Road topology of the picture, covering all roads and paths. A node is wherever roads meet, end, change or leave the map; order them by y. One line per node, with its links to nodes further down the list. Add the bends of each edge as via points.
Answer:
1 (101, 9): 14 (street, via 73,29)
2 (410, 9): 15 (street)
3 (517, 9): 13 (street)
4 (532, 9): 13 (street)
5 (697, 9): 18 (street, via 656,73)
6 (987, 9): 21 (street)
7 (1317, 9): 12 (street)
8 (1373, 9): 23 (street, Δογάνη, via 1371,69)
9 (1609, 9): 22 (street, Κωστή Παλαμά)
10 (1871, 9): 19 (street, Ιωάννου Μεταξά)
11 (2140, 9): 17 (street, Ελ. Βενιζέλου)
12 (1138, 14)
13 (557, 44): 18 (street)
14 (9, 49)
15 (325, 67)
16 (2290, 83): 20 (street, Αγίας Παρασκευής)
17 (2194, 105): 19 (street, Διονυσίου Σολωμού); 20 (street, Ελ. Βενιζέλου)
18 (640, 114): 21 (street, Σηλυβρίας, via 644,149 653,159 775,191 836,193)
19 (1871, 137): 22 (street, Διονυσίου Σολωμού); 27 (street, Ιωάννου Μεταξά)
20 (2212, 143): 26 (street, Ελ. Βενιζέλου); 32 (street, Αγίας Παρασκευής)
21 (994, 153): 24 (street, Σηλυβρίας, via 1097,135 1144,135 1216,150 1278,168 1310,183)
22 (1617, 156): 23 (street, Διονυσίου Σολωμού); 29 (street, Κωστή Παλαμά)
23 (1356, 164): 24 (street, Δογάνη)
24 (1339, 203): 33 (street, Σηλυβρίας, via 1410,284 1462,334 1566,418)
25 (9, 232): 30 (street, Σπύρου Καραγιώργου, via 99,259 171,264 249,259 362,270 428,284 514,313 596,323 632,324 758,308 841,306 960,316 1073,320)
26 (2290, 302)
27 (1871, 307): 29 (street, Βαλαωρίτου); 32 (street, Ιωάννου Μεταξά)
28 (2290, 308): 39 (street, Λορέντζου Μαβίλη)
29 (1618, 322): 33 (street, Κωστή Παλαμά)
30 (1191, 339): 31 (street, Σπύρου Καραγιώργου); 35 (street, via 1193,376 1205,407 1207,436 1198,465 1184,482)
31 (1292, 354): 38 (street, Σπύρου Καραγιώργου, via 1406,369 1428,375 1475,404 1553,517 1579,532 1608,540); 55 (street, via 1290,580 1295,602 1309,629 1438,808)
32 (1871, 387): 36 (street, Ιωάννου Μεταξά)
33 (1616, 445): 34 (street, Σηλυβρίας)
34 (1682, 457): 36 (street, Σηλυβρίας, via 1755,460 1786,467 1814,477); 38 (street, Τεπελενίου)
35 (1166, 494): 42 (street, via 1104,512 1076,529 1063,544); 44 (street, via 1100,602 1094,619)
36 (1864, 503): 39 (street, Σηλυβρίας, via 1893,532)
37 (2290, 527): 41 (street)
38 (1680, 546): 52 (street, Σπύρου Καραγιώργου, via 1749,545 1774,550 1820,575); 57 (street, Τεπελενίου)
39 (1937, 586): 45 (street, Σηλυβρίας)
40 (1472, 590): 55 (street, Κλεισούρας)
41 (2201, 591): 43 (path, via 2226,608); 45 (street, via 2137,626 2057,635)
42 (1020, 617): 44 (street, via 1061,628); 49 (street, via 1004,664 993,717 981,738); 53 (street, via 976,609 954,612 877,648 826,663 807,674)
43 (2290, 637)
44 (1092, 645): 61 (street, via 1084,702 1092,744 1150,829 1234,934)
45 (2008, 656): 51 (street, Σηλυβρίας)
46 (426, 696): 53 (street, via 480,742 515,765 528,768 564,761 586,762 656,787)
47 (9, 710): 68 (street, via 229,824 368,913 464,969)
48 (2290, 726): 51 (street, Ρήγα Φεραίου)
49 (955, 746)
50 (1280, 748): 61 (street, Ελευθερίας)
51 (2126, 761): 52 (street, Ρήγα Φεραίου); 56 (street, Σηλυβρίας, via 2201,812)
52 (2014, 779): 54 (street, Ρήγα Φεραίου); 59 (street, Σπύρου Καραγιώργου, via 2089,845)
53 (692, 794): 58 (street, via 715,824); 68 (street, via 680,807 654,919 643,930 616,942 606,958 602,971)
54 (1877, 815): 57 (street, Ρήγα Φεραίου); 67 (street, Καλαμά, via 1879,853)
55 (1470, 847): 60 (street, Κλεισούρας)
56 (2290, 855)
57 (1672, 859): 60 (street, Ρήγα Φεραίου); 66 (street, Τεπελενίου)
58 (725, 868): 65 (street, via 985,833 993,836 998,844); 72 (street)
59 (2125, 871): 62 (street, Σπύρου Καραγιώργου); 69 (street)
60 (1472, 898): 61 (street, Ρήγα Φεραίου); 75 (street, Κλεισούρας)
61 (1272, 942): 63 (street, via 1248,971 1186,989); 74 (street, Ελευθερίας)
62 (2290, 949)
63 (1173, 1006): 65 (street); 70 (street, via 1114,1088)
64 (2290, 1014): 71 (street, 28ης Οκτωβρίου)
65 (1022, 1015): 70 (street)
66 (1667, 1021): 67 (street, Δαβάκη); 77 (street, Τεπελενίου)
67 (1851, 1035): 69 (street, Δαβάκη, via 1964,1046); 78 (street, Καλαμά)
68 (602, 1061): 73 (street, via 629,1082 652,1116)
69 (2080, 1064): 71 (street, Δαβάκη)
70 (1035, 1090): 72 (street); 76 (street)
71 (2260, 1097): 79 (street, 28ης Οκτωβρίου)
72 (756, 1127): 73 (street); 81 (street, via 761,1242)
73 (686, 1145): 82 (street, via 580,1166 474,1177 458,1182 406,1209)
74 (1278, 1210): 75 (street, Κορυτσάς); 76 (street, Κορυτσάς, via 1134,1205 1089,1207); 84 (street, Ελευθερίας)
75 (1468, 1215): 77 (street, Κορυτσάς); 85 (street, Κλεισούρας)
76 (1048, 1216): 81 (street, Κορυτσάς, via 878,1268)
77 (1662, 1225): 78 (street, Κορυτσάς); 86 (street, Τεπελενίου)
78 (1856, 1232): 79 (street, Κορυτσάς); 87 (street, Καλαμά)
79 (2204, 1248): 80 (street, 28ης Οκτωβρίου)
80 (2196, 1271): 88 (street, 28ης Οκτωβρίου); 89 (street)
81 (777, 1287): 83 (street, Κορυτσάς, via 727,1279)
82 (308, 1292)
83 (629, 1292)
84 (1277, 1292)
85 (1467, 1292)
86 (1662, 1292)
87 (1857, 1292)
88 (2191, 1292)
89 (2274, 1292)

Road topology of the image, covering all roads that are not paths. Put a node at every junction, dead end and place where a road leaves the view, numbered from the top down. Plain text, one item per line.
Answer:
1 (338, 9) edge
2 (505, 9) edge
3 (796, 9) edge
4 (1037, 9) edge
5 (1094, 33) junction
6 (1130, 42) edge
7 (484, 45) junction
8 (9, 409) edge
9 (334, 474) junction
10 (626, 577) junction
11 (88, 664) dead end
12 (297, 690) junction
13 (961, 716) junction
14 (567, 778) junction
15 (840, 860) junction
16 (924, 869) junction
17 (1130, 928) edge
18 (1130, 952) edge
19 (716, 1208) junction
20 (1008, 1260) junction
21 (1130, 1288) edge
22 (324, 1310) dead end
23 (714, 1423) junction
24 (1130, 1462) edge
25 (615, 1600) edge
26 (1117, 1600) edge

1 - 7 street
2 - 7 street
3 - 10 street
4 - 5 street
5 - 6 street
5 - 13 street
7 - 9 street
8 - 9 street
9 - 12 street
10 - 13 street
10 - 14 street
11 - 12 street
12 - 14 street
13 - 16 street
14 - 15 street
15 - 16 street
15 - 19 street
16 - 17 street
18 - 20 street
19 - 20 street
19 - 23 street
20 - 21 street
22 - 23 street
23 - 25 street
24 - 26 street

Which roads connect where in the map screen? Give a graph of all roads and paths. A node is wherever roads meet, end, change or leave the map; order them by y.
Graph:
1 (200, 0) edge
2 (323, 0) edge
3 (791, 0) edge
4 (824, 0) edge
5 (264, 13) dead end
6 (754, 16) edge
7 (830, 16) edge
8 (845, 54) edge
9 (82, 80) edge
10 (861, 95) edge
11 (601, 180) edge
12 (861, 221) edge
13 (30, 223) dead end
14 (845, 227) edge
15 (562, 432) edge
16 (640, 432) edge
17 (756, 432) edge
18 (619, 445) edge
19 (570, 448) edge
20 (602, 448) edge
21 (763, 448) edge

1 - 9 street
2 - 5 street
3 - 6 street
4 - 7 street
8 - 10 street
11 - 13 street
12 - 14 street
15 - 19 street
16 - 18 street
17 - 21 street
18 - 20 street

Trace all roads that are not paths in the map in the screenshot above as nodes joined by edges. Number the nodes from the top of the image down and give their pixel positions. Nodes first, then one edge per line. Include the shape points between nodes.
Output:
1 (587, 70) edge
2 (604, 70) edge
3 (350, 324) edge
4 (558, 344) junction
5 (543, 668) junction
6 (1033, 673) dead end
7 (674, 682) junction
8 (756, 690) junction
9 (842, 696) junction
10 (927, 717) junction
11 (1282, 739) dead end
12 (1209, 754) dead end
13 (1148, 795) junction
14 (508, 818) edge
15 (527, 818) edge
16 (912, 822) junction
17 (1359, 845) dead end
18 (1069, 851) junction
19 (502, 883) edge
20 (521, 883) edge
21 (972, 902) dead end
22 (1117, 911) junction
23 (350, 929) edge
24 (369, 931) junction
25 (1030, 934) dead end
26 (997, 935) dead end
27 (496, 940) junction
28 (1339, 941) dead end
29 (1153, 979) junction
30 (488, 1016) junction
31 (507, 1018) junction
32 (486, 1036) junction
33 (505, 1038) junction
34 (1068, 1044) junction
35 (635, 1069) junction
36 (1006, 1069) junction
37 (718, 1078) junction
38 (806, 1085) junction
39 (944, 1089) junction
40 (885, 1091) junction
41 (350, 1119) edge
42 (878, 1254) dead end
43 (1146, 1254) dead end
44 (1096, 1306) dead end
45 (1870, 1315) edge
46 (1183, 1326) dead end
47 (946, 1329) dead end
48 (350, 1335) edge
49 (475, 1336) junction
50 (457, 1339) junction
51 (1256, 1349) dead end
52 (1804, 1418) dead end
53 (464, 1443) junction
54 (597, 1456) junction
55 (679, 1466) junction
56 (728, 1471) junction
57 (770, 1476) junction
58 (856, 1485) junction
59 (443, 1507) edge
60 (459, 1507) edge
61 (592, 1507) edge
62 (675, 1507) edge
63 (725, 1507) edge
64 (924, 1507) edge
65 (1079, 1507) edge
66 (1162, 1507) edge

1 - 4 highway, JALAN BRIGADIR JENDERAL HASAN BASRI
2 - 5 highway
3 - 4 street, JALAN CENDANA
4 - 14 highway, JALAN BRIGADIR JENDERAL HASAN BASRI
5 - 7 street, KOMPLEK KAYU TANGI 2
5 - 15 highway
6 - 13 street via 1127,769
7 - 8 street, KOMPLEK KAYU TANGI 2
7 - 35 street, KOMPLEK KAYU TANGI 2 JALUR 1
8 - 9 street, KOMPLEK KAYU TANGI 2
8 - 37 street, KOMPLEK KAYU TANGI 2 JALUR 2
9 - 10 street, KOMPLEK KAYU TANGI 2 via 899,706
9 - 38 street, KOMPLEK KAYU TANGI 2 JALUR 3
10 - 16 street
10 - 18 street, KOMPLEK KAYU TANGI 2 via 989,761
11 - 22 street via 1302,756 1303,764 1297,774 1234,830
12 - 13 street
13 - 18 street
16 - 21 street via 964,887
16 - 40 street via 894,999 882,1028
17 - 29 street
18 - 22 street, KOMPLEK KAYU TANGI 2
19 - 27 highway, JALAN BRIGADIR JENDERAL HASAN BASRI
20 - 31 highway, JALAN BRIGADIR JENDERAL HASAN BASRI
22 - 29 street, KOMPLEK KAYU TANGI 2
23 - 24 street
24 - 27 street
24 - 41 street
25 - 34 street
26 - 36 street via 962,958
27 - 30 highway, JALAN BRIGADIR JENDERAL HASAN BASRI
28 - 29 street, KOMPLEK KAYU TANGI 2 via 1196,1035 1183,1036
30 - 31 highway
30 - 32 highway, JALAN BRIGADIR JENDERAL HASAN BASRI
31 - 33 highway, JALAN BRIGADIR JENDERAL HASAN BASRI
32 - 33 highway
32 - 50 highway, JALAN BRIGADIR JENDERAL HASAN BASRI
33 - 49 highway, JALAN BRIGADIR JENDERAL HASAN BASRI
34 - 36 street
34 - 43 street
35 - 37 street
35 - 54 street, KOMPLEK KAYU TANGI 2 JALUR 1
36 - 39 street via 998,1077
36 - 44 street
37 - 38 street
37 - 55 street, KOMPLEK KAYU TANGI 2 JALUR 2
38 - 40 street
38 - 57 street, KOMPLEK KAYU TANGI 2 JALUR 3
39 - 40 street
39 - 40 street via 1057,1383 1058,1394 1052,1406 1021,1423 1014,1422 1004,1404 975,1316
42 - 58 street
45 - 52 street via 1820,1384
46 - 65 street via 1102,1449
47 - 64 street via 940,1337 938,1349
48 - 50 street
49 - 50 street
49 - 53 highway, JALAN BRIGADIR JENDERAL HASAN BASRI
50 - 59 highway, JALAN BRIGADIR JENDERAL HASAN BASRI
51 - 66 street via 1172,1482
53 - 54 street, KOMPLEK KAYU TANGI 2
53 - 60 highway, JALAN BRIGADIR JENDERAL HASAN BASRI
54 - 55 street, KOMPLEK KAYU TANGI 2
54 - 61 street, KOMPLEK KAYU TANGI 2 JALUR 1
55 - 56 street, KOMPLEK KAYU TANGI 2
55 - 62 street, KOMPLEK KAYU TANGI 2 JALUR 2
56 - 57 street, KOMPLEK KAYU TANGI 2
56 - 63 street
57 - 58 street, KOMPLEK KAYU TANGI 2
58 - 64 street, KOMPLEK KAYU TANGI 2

INSTRUCTIONS FOR THE TASK: Each line of the records above that holds the word "Ιωάννου" should be counted, and only the final number stated.

OUTPUT FOR THIS EXERCISE: 4